The Tokyo Organising Committee has announced that fans will be asked to refrain from spectating on roadsides during the cycling and triathlon events in the city.
In addition, no spectators will be admitted into Musashinonomori Park, where the road cycling events are scheduled to start.
The move follows an earlier decision to order fans to refrain from spectating during the marathon and race walk events in Sapporo, which is also under State of Emergency regulations.
That move had been initially been criticised by World Athletics, which described the decision to restrict outdoor access as "a great shame".

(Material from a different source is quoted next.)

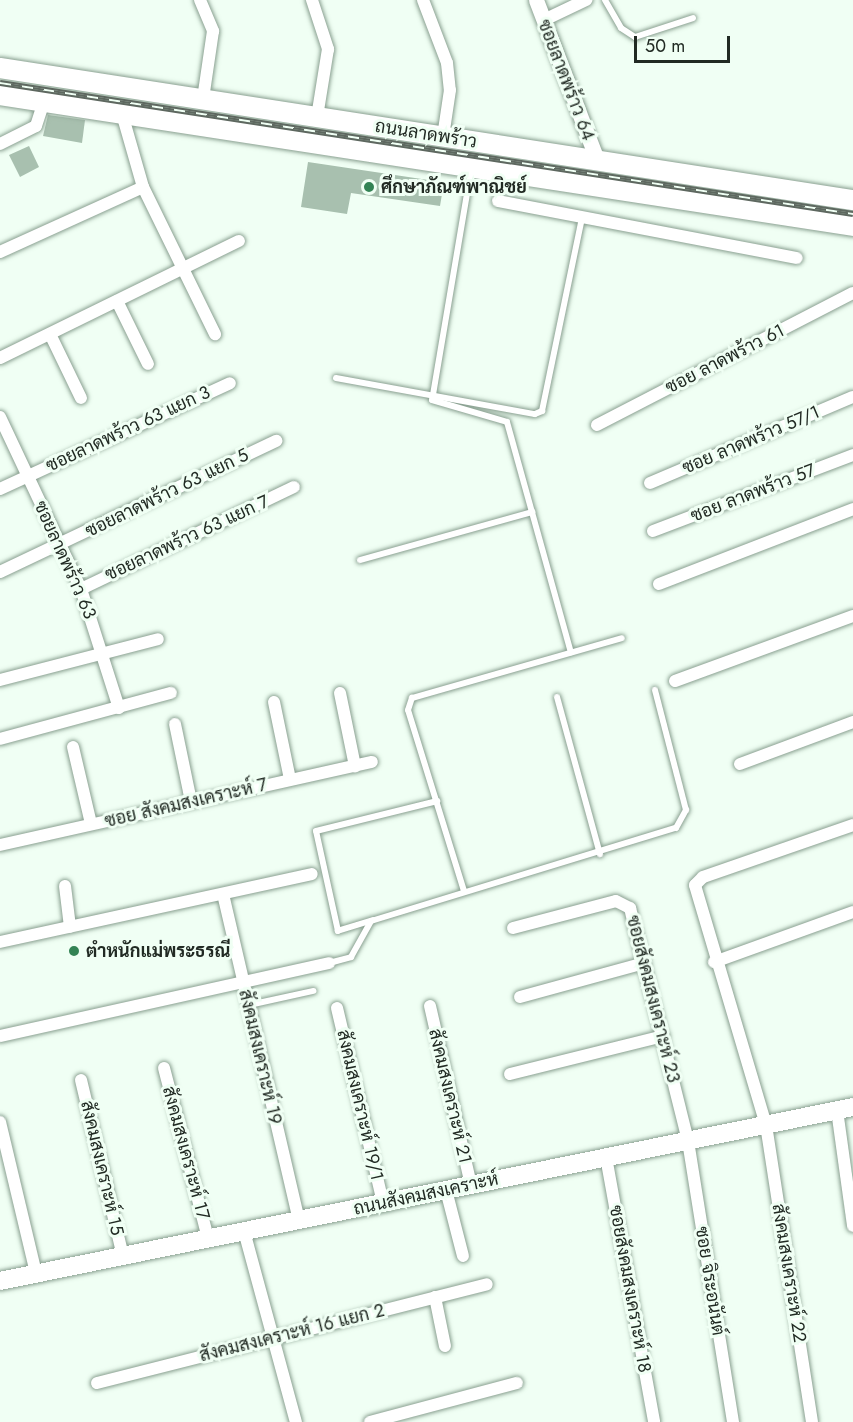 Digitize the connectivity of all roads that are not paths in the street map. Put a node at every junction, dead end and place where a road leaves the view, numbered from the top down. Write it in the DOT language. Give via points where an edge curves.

In announcing the renewed State of Emergency in Tokyo on Thursday, the Japanese government confirmed it would reverse an earlier decision to allow some spectators into Games venues, due to a recent rise in coronavirus cases.
Meanwhile a swimmer from Lithuania has become the latest athlete to test positive after arriving in Japan, according to local media reports.
The unnamed swimmer is staying in Hiratsuka at the delegation’s pre-Games training camp, and officials are in the process of determining his close contacts.
Two members of the Ugandan team tested positive upon arrival in Tokyo towards the end of last month, forcing other members of their group to enter a week-long quarantine.
Japanese health minister Norihisa Tamura said he felt sorry for athletes but that the decision to keep the fans away was the right one.
"Please stay at home for this Olympics, and share that excitement with families at home," he told a news conference.
An official in charge of ticket sales choked up with tears as he apologised to people who had their tickets cancelled.
"We've done all we could to meet the expectations of those who had bought the tickets and I feel a deep sense of pain," Hidenori Suzuki, from the organising committee's marketing department, told a briefing.
The Games, postponed from last year, are scheduled to run from 23 July to 8 August, and opinion polls have consistently shown the Japanese public is worried about going ahead with them during a pandemic.
In a recent media survey, 35% favoured no spectators, 26% wanted some limits and 34% wanted the Games cancelled or postponed.